### EXERCISE DETAILS:
Below are some entries. Repeat exactly the lines from the one with "c.show_text(s)" through the one with "c.restore()", and only those.

### PROVIDED RECORDS:
-- Opening Marker --
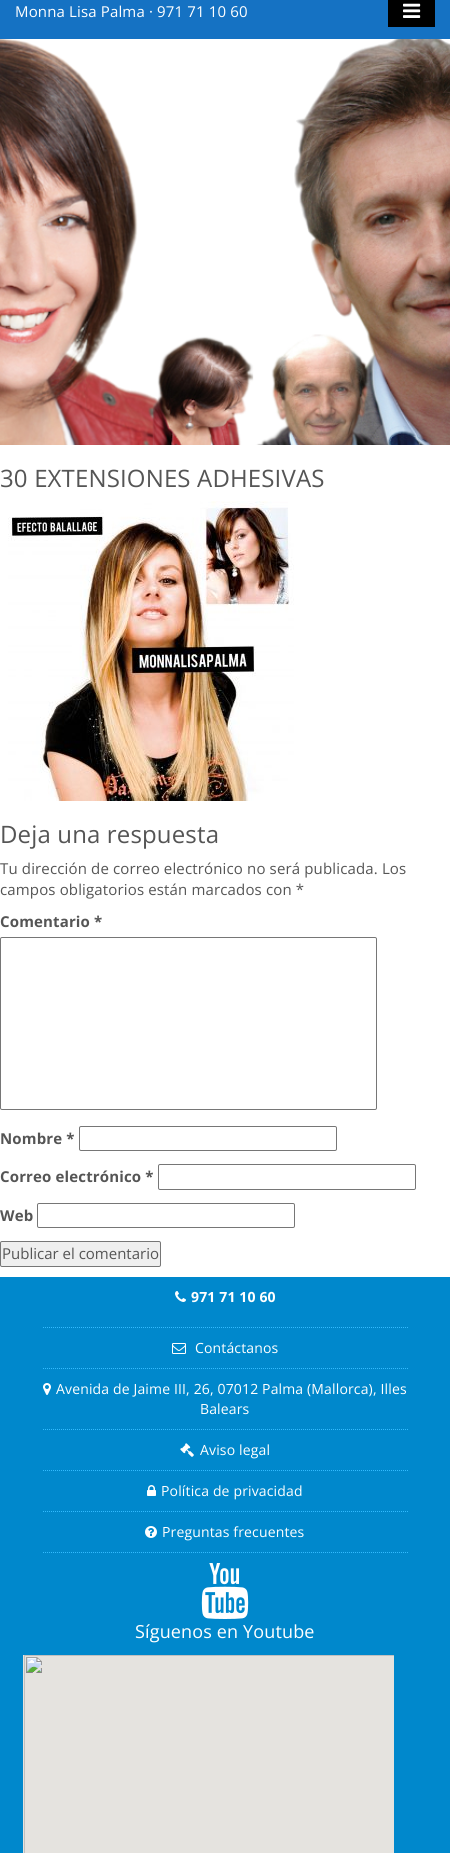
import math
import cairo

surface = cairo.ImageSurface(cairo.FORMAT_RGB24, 450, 1853)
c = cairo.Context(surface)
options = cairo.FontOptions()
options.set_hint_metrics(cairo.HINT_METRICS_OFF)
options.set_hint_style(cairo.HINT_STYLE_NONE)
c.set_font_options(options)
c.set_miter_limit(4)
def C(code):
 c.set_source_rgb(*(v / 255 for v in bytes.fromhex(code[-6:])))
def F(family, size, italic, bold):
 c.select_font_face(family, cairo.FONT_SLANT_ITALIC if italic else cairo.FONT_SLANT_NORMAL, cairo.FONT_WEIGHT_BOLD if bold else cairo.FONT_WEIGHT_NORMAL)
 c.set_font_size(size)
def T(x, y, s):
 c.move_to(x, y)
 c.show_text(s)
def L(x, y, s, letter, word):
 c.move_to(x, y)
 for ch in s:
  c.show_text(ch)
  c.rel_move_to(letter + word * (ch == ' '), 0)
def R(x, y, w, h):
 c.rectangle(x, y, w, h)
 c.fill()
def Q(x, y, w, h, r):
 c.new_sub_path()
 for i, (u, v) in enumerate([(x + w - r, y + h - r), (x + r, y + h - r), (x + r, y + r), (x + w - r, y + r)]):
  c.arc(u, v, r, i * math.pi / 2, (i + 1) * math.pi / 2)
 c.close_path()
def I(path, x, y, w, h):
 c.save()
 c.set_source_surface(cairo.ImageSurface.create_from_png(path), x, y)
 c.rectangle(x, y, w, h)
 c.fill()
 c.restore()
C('ffffff')
c.paint()
C('1572c3')
R(0,0,450,39)
F('Open Sans',15,0,0)
C('ffffff')
L(15,17,'Monna Lisa Palma · 971 71 10 60',.15,0)
C('000000')
R(388,0,47,27)
I('1.png',403,3,18,15)
I('2.png',0,39,450,406)
F('Open Sans',24,0,0)
C('555555')
L(0,487,'30 EXTENSIONES ADHESIVAS',.15,0)
I('3.png',8,501,286,300)
L(0,843,'Deja una respuesta',.15,0)
F('Open Sans',15,0,0)
L(0,874,'Tu dirección de correo electrónico no será publicada. Los',.15,0)
L(0,895,'campos obligatorios están marcados con *',.15,0)
F('Open Sans',15,0,1)
L(0,927,'Comentario *',.15,0)
Q(.5,937.5,376,172,1.5)
C('767676')
c.set_line_width(1)
c.stroke()
C('555555')
L(0,1144,'Nombre *',.15,0)
Q(79.5,1126.5,257,24,1.5)
C('767676')
c.stroke()
C('555555')
L(0,1182,'Correo electrónico *',.15,0)
Q(158.5,1164.5,257,25,1.5)
C('767676')
c.stroke()
C('555555')
L(0,1221,'Web',.15,0)
Q(37.5,1203.5,257,24,1.5)
C('767676')
c.stroke()
C('efefef')
Q(.5,1241.5,160,25,1.5)
c.fill_preserve()
C('767676')
c.stroke()
F('Open Sans',15,0,0)
C('555555')
T(2,1259,'Publicar el comentario')
C('0088cc')
R(0,1277,450,576)
c.new_path()
c.move_to(43,1327.5)
c.line_to(408,1327.5)
C('33bbff')
c.set_dash([1,1])
c.stroke()
I('4.png',175,1291,11,11)
F('Open Sans',14,0,1)
C('ffffff')
L(191,1302,'971 71 10 60',.15,0)
c.new_path()
c.move_to(43,1368.5)
c.line_to(408,1368.5)
C('33bbff')
c.stroke()
I('5.png',172,1343,14,11)
F('Open Sans',14,0,0)
C('ffffff')
L(195,1353,'Contáctanos',.15,0)
c.new_path()
c.move_to(43,1429.5)
c.line_to(408,1429.5)
C('33bbff')
c.stroke()
I('6.png',43,1383,8,12)
C('ffffff')
L(56,1394,'Avenida de Jaime III, 26, 07012 Palma (Mallorca), Illes',.15,0)
L(200,1414,'Balears',.15,0)
c.new_path()
c.move_to(43,1470.5)
c.line_to(408,1470.5)
C('33bbff')
c.stroke()
I('7.png',180,1443,14,14)
C('ffffff')
L(200,1455,'Aviso legal',.15,0)
c.new_path()
c.move_to(43,1511.5)
c.line_to(408,1511.5)
C('33bbff')
c.stroke()
I('8.png',147,1485,9,11)
C('ffffff')
L(161,1496,'Política de privacidad',.15,0)
c.new_path()
c.move_to(43,1552.5)
c.line_to(408,1552.5)
C('33bbff')
c.stroke()
I('9.png',145,1526,12,12)
C('ffffff')
L(162,1537,'Preguntas frecuentes',.15,0)
I('10.png',201,1563,48,56)
F('Open Sans',18,0,0)
L(135,1638,'Síguenos en Youtube',.15,0)
I('11.png',23,1655,371,198)
surface.write_to_png('o.png')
-- Closing Marker --
### FINAL ANSWER:
 c.show_text(s)
def L(x, y, s, letter, word):
 c.move_to(x, y)
 for ch in s:
  c.show_text(ch)
  c.rel_move_to(letter + word * (ch == ' '), 0)
def R(x, y, w, h):
 c.rectangle(x, y, w, h)
 c.fill()
def Q(x, y, w, h, r):
 c.new_sub_path()
 for i, (u, v) in enumerate([(x + w - r, y + h - r), (x + r, y + h - r), (x + r, y + r), (x + w - r, y + r)]):
  c.arc(u, v, r, i * math.pi / 2, (i + 1) * math.pi / 2)
 c.close_path()
def I(path, x, y, w, h):
 c.save()
 c.set_source_surface(cairo.ImageSurface.create_from_png(path), x, y)
 c.rectangle(x, y, w, h)
 c.fill()
 c.restore()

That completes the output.